In order to access WMI on a remote machine, you'll need to alter the WMI security on the remote computer and restart the WMI service.  This can all be accomplished through the Computer Management Console in the control panel shown in Figure 2. Right-clicking on the WMI Control of the Services and Application section allows you to access the WMI Properties.
 
WMIEventDetecting2.jpg
 
Figure 2- Computer Management Console in the System Administration Tools of the Control Panel
 
This will bring up the WMI Control Properties dialog shown in Figure 3.  This dialog will allow you to change the security on the particular WMI node you are trying to access.

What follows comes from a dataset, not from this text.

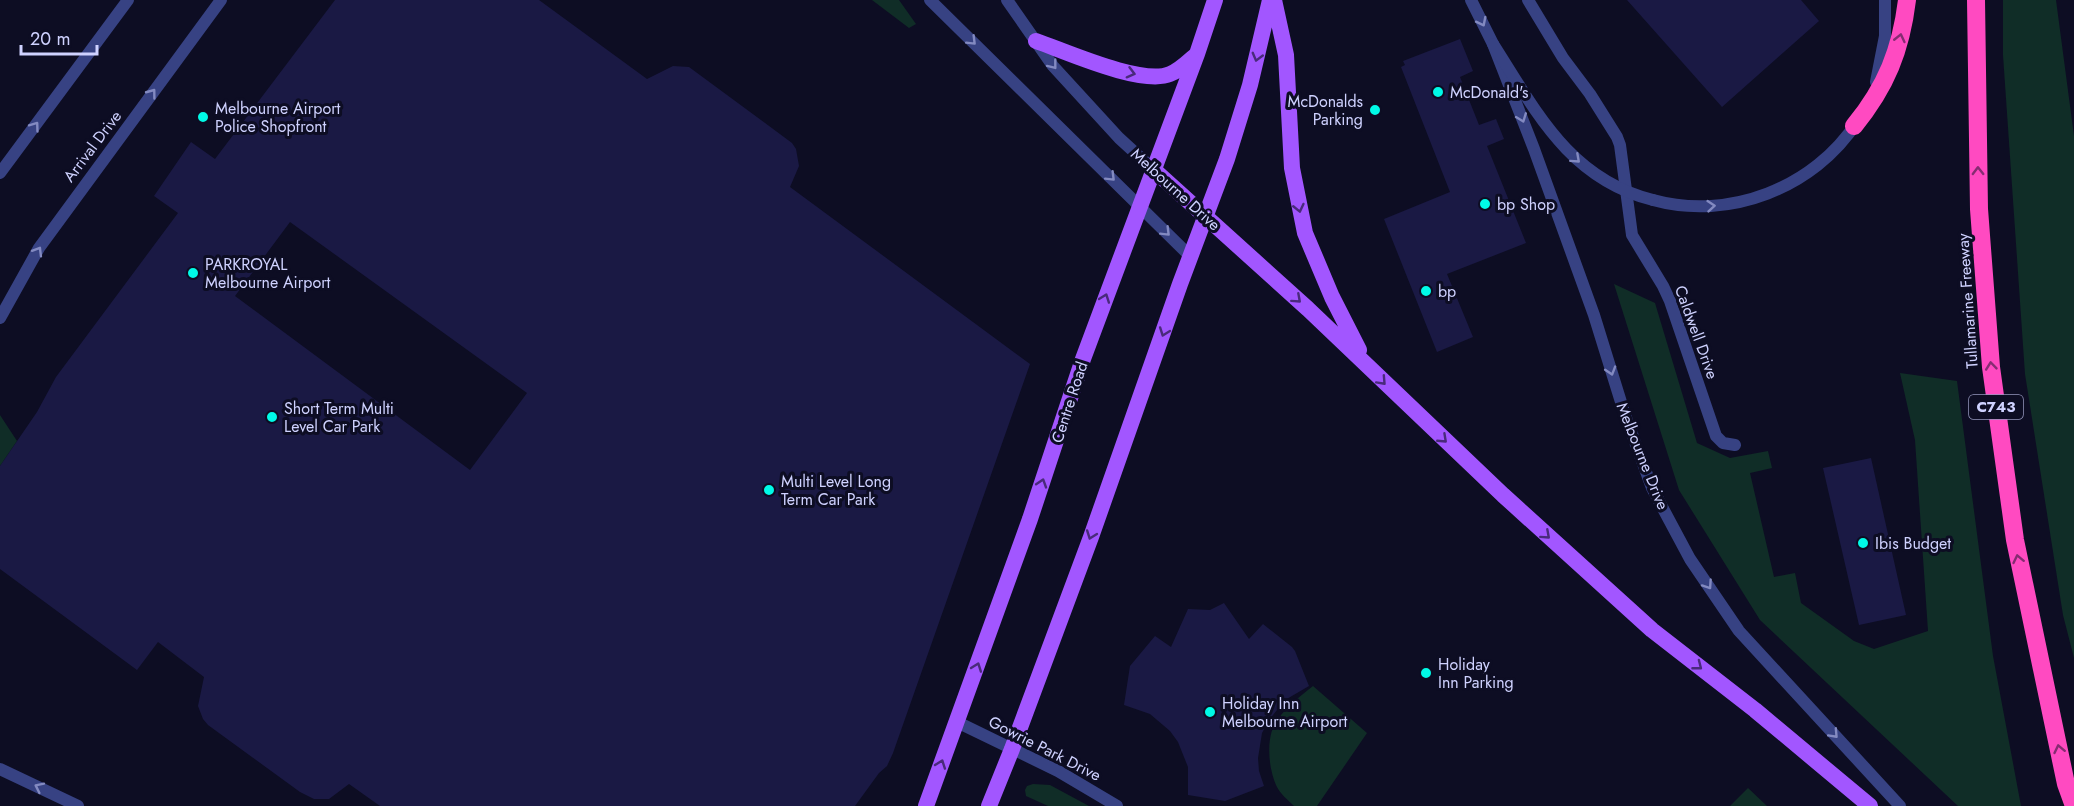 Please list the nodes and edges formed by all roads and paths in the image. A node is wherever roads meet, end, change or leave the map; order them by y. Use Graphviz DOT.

In this case, we want to change the security on the CIMV2 node to enable remoting.
 
WMIEventDetecting3.jpg
 
Figure 3- WMI Control Properties Dialog (Security Tab)
 
Clicking the security button opens a dialog that allows us to change security on the computer to enable remoting as shown in figure 4.  We will give remoting access to everyone in this case.
 
WMIEventDetecting4.jpg
 
 
Figure 4 - Allow Everyone Remoting Access to WMI
 
Now we simply restart the WMI service in the computer management console as shown in figure 5 and then we are ready to run our event log event trapper.
 
WMIEventDetecting5.jpg
 
Figure 5 - Restarting the WMI Service
 
The event log trapper is initially started through a button in our form that simply calls start and sits and watches for events triggered by the query.  If an event occurs, the event handler in the  MyHandler class writes out the message to the console associated with the event written in the event log.
 
Listing 4 - Starting the EventLog Watcher with a button click
  1. MyWMIWatcher _watcher = new MyWMIWatcher();  
  2. private void button1_Click(object sender, System.EventArgs e)  
  3. {  
  4. _watcher.Start();  

Conclusion

 
WMI is a powerful interface that can be used to monitor event logs, check disk space, or monitor peripherals.  Through .NET, implementing WMI becomes a lot easier through Server Explorer Extensions and the System.Management and System.Management.Instrumentation interfaces.  If you use WMI remotely, you may need to enable some security settings in the WMI properties window using the Computer Management Console.  Have fun experimenting with WMI, another instrument at your disposal in .NET.